The Vaccine Investigation and OnLine Information Network (VIOLIN) is the largest web-based vaccine database and analysis system. VIOLIN currently contains over 3,000 vaccines or vaccine candidates for over 190 pathogens. The vaccine information in the database is collected by manual curation from over 1,600 peer-reviewed papers. Different from most existing vaccine databases, VIOLIN focuses on vaccine research data. Different types of information is curated, including vaccine name, license status, antigens used, vaccine adjuvants, vaccine vectors, vaccination procedure, host immune response, challenge procedure, vaccine efficacy, adverse events, etc. All vaccine information in the VIOLIN vaccine database is supported by quoted references. The data generated by a curator is published only after a careful review and approval by a vaccine domain expert.

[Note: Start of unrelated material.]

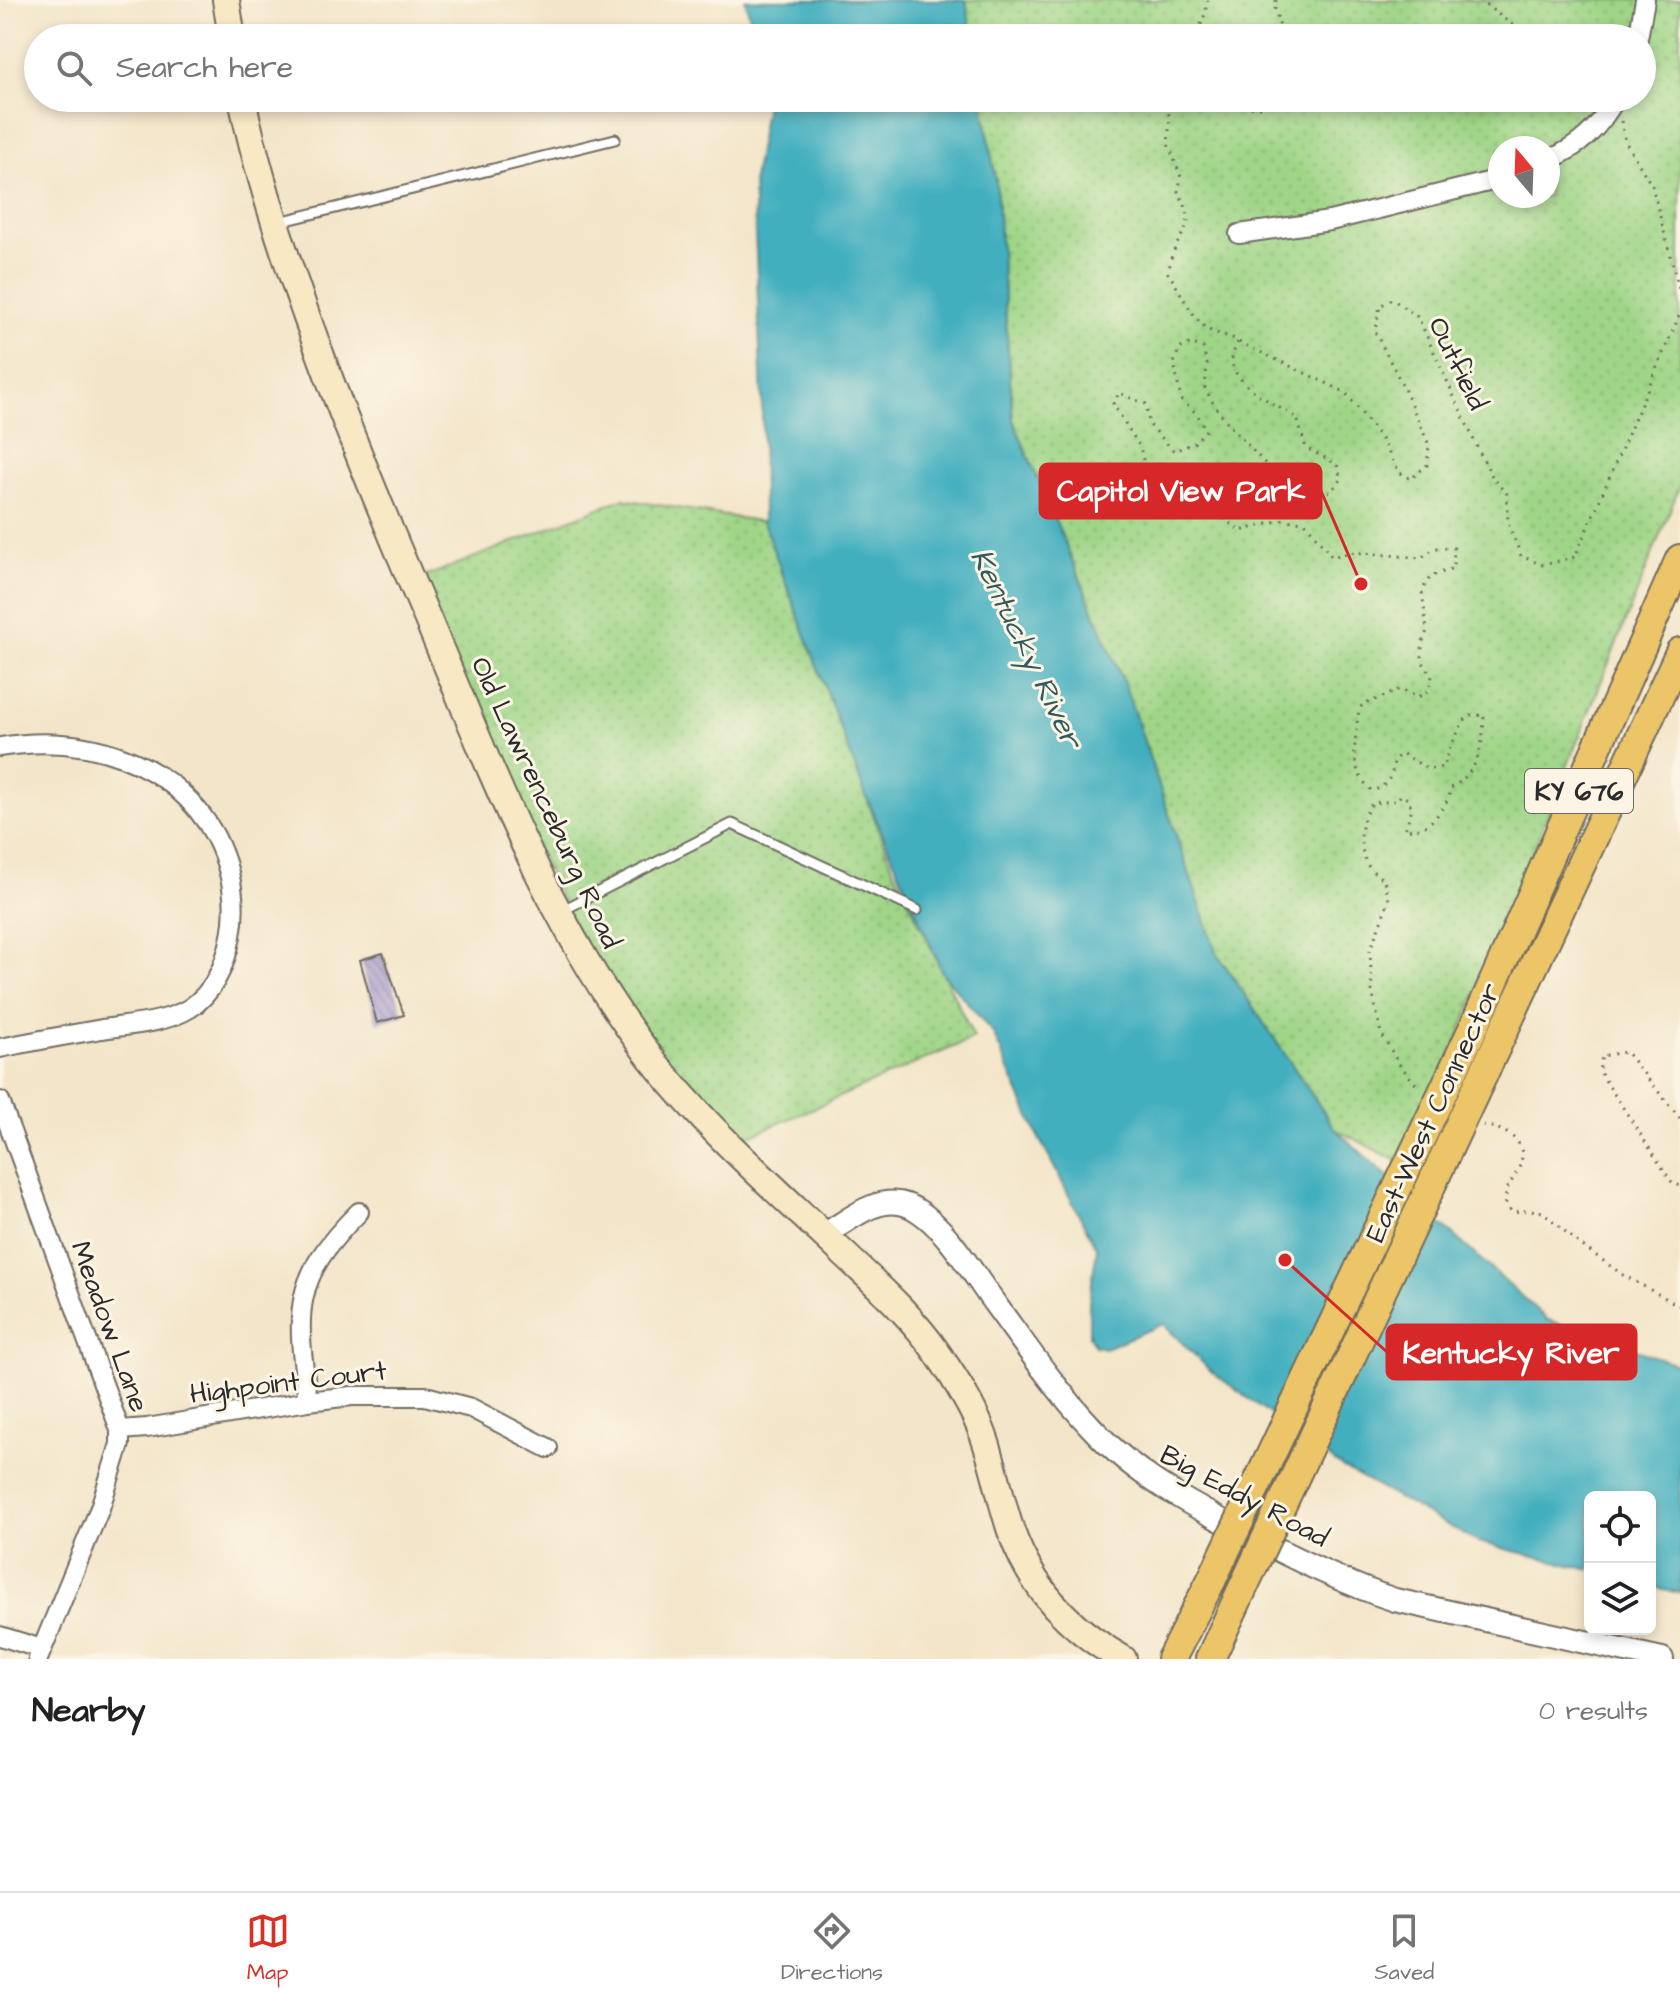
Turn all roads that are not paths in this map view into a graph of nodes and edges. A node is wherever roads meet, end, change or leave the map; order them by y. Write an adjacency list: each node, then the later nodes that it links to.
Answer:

In addition, VIOLIN includes many vaccine analysis programs. For example, VIOLIN includes Vaxign (http://www.violinet.org/vaxign), the first web-based vaccine design program based on the strategy of reverse vaccinology. Vaxign has been tested in different pathogen models, including uropathogenic E. coli and Brucella spp.

VIOLIN also maintains the official web page for the development of community-based Vaccine Ontology (VO) (http://www.violinet.org/vaccineontology). VO is a formal biomedical ontology in the domain of vaccine and vaccination. VO is targeted for vaccine data standardization and integration, and supporting automated reasoning. VO has been shown to enhance vaccine literature mining.